**Description of the task:** Apart from the images, output the data below exactly.

Stored data entries
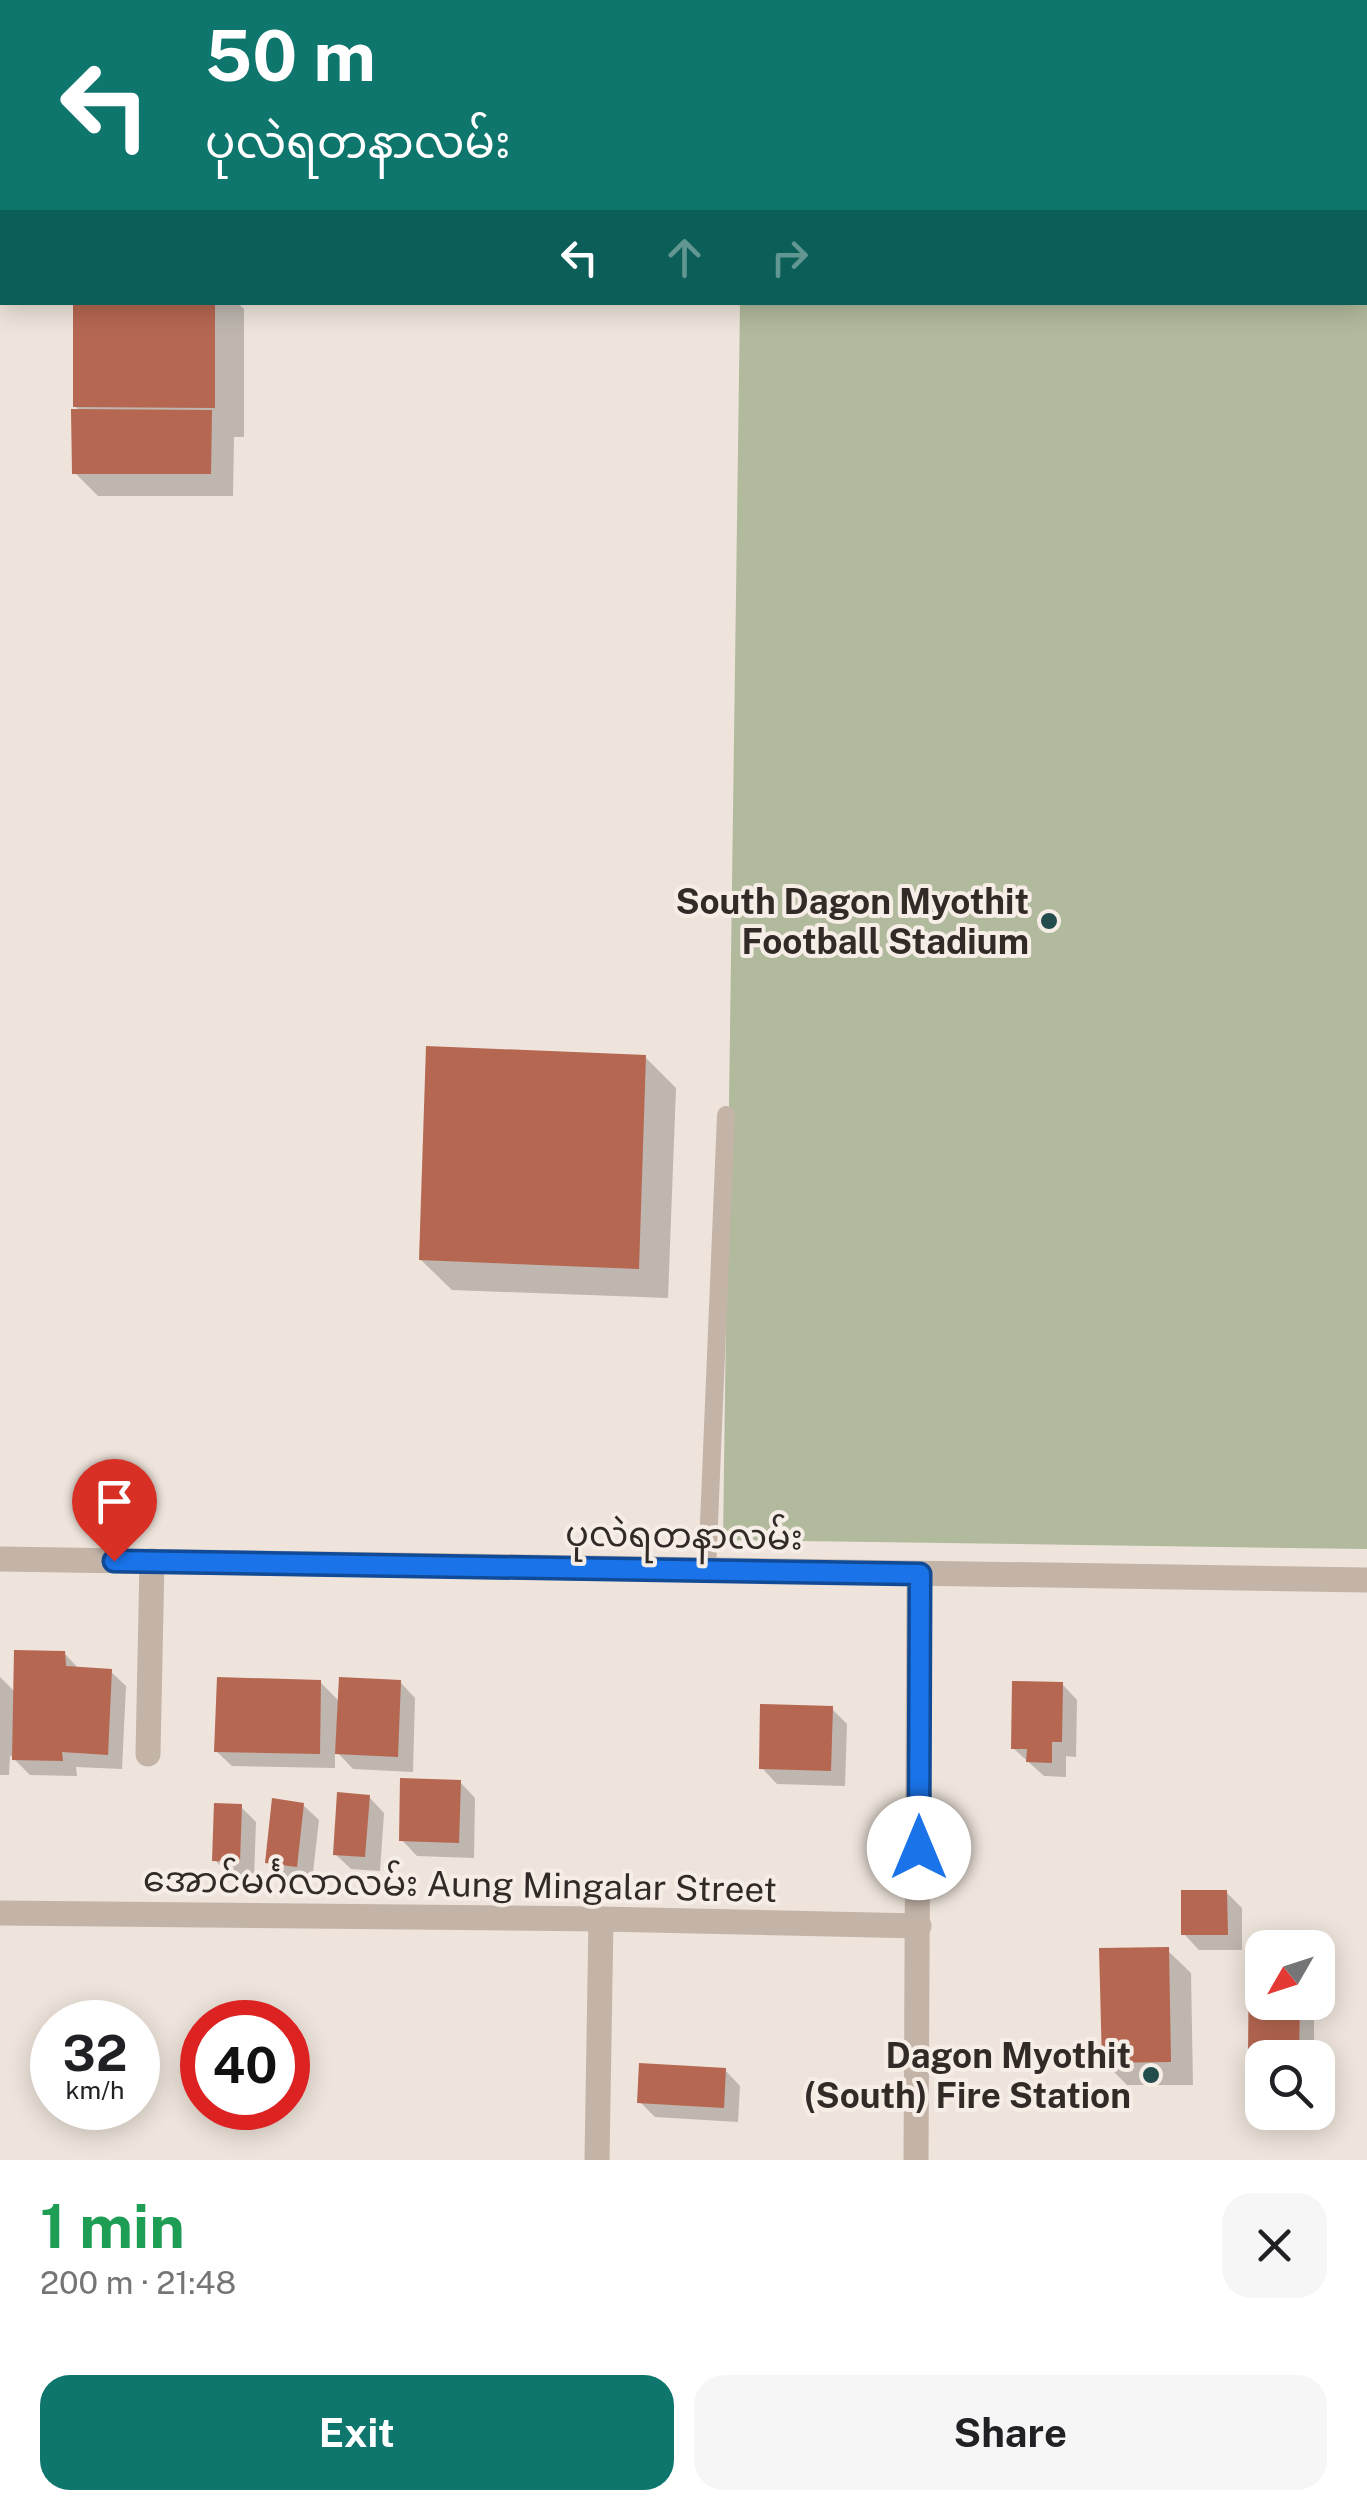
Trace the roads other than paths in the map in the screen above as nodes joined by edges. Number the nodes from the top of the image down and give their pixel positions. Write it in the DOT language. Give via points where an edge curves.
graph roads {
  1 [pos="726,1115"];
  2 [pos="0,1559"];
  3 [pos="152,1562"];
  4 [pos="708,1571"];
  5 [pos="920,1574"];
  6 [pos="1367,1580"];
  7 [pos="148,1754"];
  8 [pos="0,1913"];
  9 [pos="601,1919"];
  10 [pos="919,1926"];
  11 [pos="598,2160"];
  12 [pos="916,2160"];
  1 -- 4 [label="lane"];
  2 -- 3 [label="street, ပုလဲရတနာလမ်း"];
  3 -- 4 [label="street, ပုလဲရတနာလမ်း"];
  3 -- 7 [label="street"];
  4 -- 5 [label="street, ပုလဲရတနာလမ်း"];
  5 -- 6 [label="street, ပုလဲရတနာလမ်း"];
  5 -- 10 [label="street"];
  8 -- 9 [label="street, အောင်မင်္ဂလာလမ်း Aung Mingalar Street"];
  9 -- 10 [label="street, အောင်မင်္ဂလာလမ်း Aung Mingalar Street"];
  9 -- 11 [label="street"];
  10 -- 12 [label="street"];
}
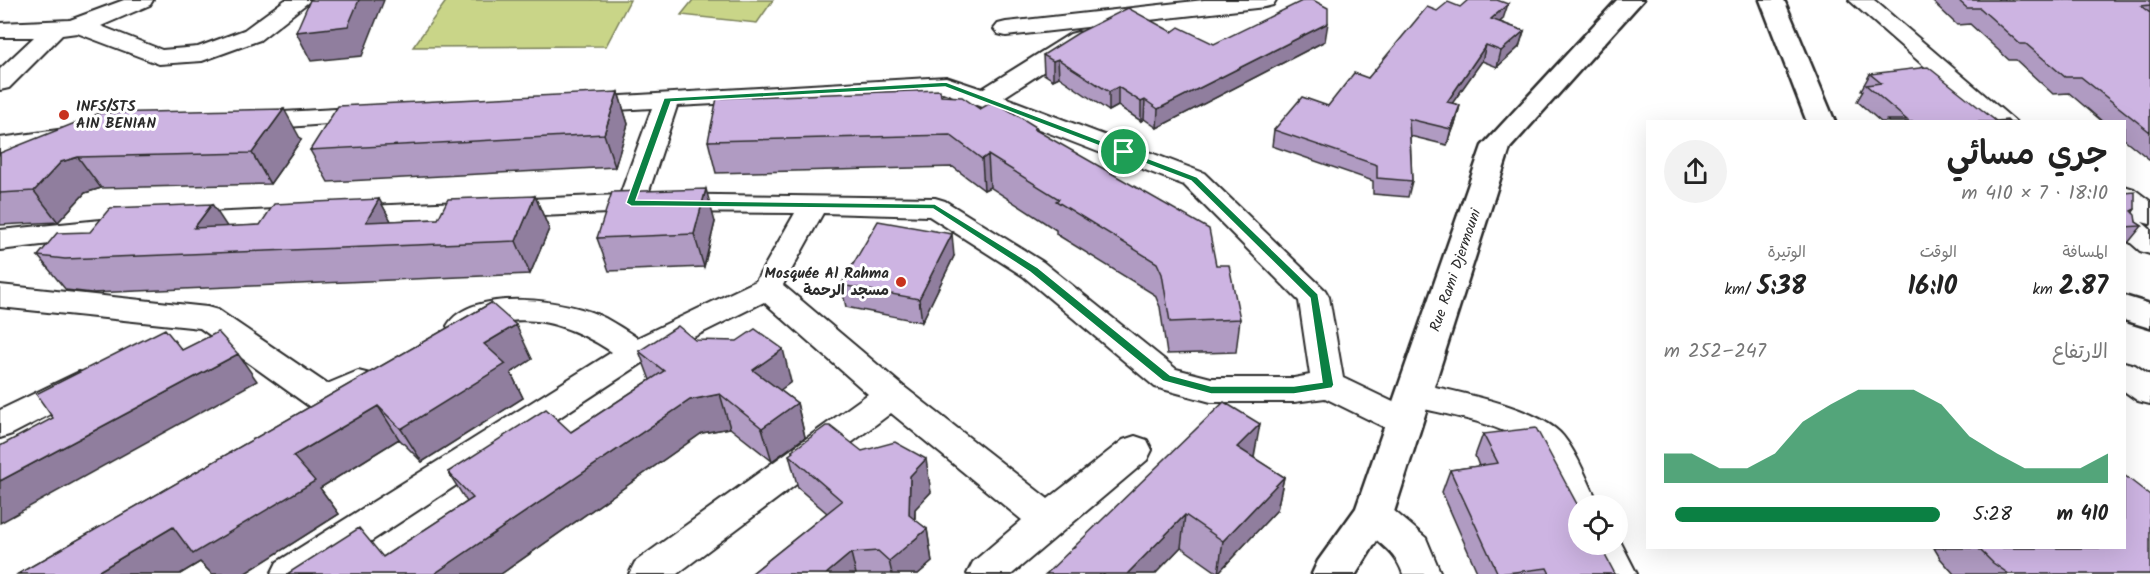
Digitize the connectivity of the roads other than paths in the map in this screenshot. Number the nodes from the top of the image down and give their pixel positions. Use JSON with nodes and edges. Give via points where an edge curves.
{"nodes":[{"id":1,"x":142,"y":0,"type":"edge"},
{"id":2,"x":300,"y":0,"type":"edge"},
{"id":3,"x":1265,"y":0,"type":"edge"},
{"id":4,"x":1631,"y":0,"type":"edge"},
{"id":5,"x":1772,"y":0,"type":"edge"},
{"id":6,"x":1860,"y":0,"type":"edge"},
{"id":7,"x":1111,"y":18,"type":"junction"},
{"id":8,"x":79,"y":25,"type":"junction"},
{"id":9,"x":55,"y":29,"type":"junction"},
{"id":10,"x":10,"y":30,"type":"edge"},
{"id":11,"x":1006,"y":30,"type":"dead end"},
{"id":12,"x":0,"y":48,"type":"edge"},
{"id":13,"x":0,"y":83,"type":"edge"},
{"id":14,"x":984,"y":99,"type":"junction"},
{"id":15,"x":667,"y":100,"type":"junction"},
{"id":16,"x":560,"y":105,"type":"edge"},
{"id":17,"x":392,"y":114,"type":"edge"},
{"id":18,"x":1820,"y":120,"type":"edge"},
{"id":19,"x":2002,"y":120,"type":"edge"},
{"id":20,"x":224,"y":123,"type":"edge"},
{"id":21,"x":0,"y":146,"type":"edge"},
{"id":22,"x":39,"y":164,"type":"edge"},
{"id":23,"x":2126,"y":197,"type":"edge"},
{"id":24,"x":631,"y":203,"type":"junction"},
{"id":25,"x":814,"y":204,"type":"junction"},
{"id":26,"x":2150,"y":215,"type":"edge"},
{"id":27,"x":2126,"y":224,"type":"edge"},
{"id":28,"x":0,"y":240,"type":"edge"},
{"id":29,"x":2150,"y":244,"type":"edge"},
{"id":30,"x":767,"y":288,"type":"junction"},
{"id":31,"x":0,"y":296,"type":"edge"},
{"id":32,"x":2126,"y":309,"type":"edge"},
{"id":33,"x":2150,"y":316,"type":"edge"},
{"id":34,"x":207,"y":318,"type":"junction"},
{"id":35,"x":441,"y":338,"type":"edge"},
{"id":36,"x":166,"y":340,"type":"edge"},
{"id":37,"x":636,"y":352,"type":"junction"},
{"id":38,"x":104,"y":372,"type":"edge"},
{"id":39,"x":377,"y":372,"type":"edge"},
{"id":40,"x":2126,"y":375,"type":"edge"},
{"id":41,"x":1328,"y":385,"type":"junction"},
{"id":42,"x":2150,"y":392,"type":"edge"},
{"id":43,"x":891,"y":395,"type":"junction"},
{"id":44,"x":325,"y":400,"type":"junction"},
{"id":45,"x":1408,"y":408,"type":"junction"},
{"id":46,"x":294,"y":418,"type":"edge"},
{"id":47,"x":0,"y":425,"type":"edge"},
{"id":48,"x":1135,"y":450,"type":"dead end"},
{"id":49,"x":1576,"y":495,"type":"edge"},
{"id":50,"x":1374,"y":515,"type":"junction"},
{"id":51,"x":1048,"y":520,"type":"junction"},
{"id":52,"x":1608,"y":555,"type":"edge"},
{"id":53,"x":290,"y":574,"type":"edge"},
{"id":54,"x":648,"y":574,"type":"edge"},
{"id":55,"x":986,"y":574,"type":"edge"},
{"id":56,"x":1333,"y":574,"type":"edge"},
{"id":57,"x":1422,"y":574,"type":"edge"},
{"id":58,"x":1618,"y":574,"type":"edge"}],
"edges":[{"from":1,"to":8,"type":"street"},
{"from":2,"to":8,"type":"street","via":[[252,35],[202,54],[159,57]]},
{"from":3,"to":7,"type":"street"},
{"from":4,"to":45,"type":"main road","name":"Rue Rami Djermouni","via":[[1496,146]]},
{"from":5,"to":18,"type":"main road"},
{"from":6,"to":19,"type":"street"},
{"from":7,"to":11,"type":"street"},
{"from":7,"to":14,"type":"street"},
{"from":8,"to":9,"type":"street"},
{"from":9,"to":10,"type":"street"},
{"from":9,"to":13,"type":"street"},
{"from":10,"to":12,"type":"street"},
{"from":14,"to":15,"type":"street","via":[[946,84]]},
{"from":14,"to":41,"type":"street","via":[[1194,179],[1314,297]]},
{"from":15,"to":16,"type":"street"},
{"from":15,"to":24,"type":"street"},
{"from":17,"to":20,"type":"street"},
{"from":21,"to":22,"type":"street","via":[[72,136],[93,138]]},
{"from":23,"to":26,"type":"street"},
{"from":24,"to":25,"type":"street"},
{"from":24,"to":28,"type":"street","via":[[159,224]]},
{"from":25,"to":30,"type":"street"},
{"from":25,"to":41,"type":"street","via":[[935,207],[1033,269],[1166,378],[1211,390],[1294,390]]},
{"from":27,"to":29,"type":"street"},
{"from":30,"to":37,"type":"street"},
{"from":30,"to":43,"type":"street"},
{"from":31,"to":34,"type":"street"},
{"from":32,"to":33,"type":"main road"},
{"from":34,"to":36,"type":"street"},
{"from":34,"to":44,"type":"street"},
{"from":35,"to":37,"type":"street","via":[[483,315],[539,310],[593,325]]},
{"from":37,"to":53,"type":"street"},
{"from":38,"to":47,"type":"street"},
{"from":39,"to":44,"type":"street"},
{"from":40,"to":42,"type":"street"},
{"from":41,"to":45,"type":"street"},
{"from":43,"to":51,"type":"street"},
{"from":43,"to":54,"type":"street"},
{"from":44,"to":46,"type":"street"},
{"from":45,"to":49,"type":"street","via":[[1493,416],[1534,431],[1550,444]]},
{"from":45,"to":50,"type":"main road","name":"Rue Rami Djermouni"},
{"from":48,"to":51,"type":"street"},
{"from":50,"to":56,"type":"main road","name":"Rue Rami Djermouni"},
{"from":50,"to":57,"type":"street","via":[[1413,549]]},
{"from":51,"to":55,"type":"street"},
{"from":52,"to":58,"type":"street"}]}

**Exercise answer:**
Trace the roads other than paths in the map in the screen above as nodes joined by edges. Number the nodes from the top of the image down and give their pixel positions. Write it in the DOT language. Give via points where an edge curves.
graph roads {
  1 [pos="726,1115"];
  2 [pos="0,1559"];
  3 [pos="152,1562"];
  4 [pos="708,1571"];
  5 [pos="920,1574"];
  6 [pos="1367,1580"];
  7 [pos="148,1754"];
  8 [pos="0,1913"];
  9 [pos="601,1919"];
  10 [pos="919,1926"];
  11 [pos="598,2160"];
  12 [pos="916,2160"];
  1 -- 4 [label="lane"];
  2 -- 3 [label="street, ပုလဲရတနာလမ်း"];
  3 -- 4 [label="street, ပုလဲရတနာလမ်း"];
  3 -- 7 [label="street"];
  4 -- 5 [label="street, ပုလဲရတနာလမ်း"];
  5 -- 6 [label="street, ပုလဲရတနာလမ်း"];
  5 -- 10 [label="street"];
  8 -- 9 [label="street, အောင်မင်္ဂလာလမ်း Aung Mingalar Street"];
  9 -- 10 [label="street, အောင်မင်္ဂလာလမ်း Aung Mingalar Street"];
  9 -- 11 [label="street"];
  10 -- 12 [label="street"];
}
Digitize the connectivity of the roads other than paths in the map in this screenshot. Number the nodes from the top of the image down and give their pixel positions. Use JSON with nodes and edges. Give via points where an edge curves.
{"nodes":[{"id":1,"x":142,"y":0,"type":"edge"},
{"id":2,"x":300,"y":0,"type":"edge"},
{"id":3,"x":1265,"y":0,"type":"edge"},
{"id":4,"x":1631,"y":0,"type":"edge"},
{"id":5,"x":1772,"y":0,"type":"edge"},
{"id":6,"x":1860,"y":0,"type":"edge"},
{"id":7,"x":1111,"y":18,"type":"junction"},
{"id":8,"x":79,"y":25,"type":"junction"},
{"id":9,"x":55,"y":29,"type":"junction"},
{"id":10,"x":10,"y":30,"type":"edge"},
{"id":11,"x":1006,"y":30,"type":"dead end"},
{"id":12,"x":0,"y":48,"type":"edge"},
{"id":13,"x":0,"y":83,"type":"edge"},
{"id":14,"x":984,"y":99,"type":"junction"},
{"id":15,"x":667,"y":100,"type":"junction"},
{"id":16,"x":560,"y":105,"type":"edge"},
{"id":17,"x":392,"y":114,"type":"edge"},
{"id":18,"x":1820,"y":120,"type":"edge"},
{"id":19,"x":2002,"y":120,"type":"edge"},
{"id":20,"x":224,"y":123,"type":"edge"},
{"id":21,"x":0,"y":146,"type":"edge"},
{"id":22,"x":39,"y":164,"type":"edge"},
{"id":23,"x":2126,"y":197,"type":"edge"},
{"id":24,"x":631,"y":203,"type":"junction"},
{"id":25,"x":814,"y":204,"type":"junction"},
{"id":26,"x":2150,"y":215,"type":"edge"},
{"id":27,"x":2126,"y":224,"type":"edge"},
{"id":28,"x":0,"y":240,"type":"edge"},
{"id":29,"x":2150,"y":244,"type":"edge"},
{"id":30,"x":767,"y":288,"type":"junction"},
{"id":31,"x":0,"y":296,"type":"edge"},
{"id":32,"x":2126,"y":309,"type":"edge"},
{"id":33,"x":2150,"y":316,"type":"edge"},
{"id":34,"x":207,"y":318,"type":"junction"},
{"id":35,"x":441,"y":338,"type":"edge"},
{"id":36,"x":166,"y":340,"type":"edge"},
{"id":37,"x":636,"y":352,"type":"junction"},
{"id":38,"x":104,"y":372,"type":"edge"},
{"id":39,"x":377,"y":372,"type":"edge"},
{"id":40,"x":2126,"y":375,"type":"edge"},
{"id":41,"x":1328,"y":385,"type":"junction"},
{"id":42,"x":2150,"y":392,"type":"edge"},
{"id":43,"x":891,"y":395,"type":"junction"},
{"id":44,"x":325,"y":400,"type":"junction"},
{"id":45,"x":1408,"y":408,"type":"junction"},
{"id":46,"x":294,"y":418,"type":"edge"},
{"id":47,"x":0,"y":425,"type":"edge"},
{"id":48,"x":1135,"y":450,"type":"dead end"},
{"id":49,"x":1576,"y":495,"type":"edge"},
{"id":50,"x":1374,"y":515,"type":"junction"},
{"id":51,"x":1048,"y":520,"type":"junction"},
{"id":52,"x":1608,"y":555,"type":"edge"},
{"id":53,"x":290,"y":574,"type":"edge"},
{"id":54,"x":648,"y":574,"type":"edge"},
{"id":55,"x":986,"y":574,"type":"edge"},
{"id":56,"x":1333,"y":574,"type":"edge"},
{"id":57,"x":1422,"y":574,"type":"edge"},
{"id":58,"x":1618,"y":574,"type":"edge"}],
"edges":[{"from":1,"to":8,"type":"street"},
{"from":2,"to":8,"type":"street","via":[[252,35],[202,54],[159,57]]},
{"from":3,"to":7,"type":"street"},
{"from":4,"to":45,"type":"main road","name":"Rue Rami Djermouni","via":[[1496,146]]},
{"from":5,"to":18,"type":"main road"},
{"from":6,"to":19,"type":"street"},
{"from":7,"to":11,"type":"street"},
{"from":7,"to":14,"type":"street"},
{"from":8,"to":9,"type":"street"},
{"from":9,"to":10,"type":"street"},
{"from":9,"to":13,"type":"street"},
{"from":10,"to":12,"type":"street"},
{"from":14,"to":15,"type":"street","via":[[946,84]]},
{"from":14,"to":41,"type":"street","via":[[1194,179],[1314,297]]},
{"from":15,"to":16,"type":"street"},
{"from":15,"to":24,"type":"street"},
{"from":17,"to":20,"type":"street"},
{"from":21,"to":22,"type":"street","via":[[72,136],[93,138]]},
{"from":23,"to":26,"type":"street"},
{"from":24,"to":25,"type":"street"},
{"from":24,"to":28,"type":"street","via":[[159,224]]},
{"from":25,"to":30,"type":"street"},
{"from":25,"to":41,"type":"street","via":[[935,207],[1033,269],[1166,378],[1211,390],[1294,390]]},
{"from":27,"to":29,"type":"street"},
{"from":30,"to":37,"type":"street"},
{"from":30,"to":43,"type":"street"},
{"from":31,"to":34,"type":"street"},
{"from":32,"to":33,"type":"main road"},
{"from":34,"to":36,"type":"street"},
{"from":34,"to":44,"type":"street"},
{"from":35,"to":37,"type":"street","via":[[483,315],[539,310],[593,325]]},
{"from":37,"to":53,"type":"street"},
{"from":38,"to":47,"type":"street"},
{"from":39,"to":44,"type":"street"},
{"from":40,"to":42,"type":"street"},
{"from":41,"to":45,"type":"street"},
{"from":43,"to":51,"type":"street"},
{"from":43,"to":54,"type":"street"},
{"from":44,"to":46,"type":"street"},
{"from":45,"to":49,"type":"street","via":[[1493,416],[1534,431],[1550,444]]},
{"from":45,"to":50,"type":"main road","name":"Rue Rami Djermouni"},
{"from":48,"to":51,"type":"street"},
{"from":50,"to":56,"type":"main road","name":"Rue Rami Djermouni"},
{"from":50,"to":57,"type":"street","via":[[1413,549]]},
{"from":51,"to":55,"type":"street"},
{"from":52,"to":58,"type":"street"}]}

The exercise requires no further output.